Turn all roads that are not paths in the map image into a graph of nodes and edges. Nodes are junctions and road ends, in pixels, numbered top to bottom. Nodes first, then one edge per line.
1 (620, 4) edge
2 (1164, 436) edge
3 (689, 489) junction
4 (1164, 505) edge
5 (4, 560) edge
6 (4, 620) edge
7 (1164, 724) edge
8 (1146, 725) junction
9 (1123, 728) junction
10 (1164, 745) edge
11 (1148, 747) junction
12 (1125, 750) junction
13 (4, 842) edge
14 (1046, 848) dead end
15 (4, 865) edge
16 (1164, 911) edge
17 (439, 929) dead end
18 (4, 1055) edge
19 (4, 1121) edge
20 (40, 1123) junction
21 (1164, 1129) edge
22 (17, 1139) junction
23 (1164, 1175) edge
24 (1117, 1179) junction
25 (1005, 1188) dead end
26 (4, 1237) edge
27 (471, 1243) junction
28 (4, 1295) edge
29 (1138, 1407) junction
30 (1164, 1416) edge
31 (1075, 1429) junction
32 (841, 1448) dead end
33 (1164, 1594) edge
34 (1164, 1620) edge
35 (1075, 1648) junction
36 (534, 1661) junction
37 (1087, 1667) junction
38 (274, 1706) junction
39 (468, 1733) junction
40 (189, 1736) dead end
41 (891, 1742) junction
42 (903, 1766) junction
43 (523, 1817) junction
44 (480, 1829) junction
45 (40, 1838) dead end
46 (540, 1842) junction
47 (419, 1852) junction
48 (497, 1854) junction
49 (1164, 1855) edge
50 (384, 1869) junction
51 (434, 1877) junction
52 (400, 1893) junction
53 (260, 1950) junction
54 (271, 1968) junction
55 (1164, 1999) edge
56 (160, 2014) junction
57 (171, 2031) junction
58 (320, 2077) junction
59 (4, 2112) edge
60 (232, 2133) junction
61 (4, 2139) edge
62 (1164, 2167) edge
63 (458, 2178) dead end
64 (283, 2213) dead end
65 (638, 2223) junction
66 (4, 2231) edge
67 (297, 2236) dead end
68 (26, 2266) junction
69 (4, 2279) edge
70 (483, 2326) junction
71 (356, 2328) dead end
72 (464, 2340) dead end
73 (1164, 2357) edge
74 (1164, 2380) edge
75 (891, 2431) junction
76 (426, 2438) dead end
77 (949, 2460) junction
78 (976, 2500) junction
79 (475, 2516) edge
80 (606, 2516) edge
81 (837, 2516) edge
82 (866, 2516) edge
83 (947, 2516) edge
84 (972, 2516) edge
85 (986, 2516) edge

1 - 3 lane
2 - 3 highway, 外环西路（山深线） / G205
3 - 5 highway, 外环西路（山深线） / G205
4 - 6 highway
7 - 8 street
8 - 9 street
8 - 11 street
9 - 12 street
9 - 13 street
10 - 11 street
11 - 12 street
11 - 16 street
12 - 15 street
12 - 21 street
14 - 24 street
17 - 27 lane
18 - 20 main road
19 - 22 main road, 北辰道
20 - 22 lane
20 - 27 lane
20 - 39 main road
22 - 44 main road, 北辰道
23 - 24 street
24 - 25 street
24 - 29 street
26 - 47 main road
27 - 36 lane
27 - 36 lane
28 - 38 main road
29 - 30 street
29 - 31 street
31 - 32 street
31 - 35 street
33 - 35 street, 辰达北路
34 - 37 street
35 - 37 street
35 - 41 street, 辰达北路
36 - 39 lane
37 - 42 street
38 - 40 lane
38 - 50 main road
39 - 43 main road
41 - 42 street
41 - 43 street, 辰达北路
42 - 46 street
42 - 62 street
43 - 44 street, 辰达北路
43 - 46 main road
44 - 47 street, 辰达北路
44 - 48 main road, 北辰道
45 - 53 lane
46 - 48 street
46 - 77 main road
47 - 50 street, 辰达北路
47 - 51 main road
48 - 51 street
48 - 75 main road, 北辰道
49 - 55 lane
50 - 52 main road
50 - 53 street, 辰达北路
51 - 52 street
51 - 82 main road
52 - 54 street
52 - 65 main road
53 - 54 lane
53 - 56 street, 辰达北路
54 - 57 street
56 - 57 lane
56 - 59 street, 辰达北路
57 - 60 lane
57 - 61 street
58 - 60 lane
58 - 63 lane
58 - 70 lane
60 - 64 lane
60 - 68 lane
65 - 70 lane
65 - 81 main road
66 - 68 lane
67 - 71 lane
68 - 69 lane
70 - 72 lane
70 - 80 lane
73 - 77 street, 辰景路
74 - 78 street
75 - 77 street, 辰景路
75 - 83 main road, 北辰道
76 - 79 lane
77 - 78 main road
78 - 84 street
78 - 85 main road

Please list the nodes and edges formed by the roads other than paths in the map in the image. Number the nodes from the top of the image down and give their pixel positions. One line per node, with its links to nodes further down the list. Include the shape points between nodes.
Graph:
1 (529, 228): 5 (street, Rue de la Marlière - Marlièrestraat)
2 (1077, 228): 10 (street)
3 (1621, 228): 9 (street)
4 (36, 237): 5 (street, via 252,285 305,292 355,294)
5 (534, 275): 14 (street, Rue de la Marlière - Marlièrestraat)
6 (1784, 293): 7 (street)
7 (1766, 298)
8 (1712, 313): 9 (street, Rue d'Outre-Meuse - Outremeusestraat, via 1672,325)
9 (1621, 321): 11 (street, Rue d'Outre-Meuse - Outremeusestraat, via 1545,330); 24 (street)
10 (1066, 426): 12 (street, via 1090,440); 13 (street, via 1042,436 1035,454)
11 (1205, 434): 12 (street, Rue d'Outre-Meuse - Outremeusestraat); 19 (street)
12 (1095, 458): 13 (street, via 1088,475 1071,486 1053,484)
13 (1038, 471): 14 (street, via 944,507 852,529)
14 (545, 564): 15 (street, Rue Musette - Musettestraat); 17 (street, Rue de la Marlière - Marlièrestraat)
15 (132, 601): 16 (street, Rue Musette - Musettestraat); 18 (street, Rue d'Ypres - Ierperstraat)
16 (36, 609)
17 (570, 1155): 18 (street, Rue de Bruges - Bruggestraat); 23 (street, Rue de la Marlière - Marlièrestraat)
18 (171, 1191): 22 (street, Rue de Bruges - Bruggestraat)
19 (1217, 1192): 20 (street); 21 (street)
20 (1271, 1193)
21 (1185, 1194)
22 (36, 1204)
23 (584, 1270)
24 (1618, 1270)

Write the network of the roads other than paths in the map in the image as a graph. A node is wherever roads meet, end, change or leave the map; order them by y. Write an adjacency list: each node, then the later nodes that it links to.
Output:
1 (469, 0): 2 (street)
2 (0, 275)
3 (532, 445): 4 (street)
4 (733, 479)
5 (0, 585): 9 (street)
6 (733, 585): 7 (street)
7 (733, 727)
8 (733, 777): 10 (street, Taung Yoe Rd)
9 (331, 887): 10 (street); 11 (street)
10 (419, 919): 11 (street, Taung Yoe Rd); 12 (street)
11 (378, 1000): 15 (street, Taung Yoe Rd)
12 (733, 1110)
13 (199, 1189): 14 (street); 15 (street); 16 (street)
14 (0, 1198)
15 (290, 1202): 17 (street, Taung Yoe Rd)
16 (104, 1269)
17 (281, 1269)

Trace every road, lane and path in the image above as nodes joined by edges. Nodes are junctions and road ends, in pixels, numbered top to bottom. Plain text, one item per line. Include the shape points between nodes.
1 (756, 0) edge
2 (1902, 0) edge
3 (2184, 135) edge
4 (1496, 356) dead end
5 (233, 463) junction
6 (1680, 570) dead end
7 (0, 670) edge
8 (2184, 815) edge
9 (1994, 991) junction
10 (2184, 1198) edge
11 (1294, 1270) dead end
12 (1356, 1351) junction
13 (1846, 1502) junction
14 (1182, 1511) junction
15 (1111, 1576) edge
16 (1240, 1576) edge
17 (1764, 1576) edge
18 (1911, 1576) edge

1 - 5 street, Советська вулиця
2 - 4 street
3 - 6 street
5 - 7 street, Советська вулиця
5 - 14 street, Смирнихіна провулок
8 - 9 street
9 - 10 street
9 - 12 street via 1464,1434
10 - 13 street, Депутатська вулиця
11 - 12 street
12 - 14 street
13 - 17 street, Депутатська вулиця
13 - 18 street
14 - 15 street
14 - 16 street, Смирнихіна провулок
=======
Look through the records and gather every line containing "bottom".

Turn all roads that are not paths in the map image into a graph of nodes and edges. Nodes are junctions and road ends, in pixels, numbered top to bottom. Nodes first, then one edge per line.
Trace every road, lane and path in the image above as nodes joined by edges. Nodes are junctions and road ends, in pixels, numbered top to bottom. Plain text, one item per line. Include the shape points between nodes.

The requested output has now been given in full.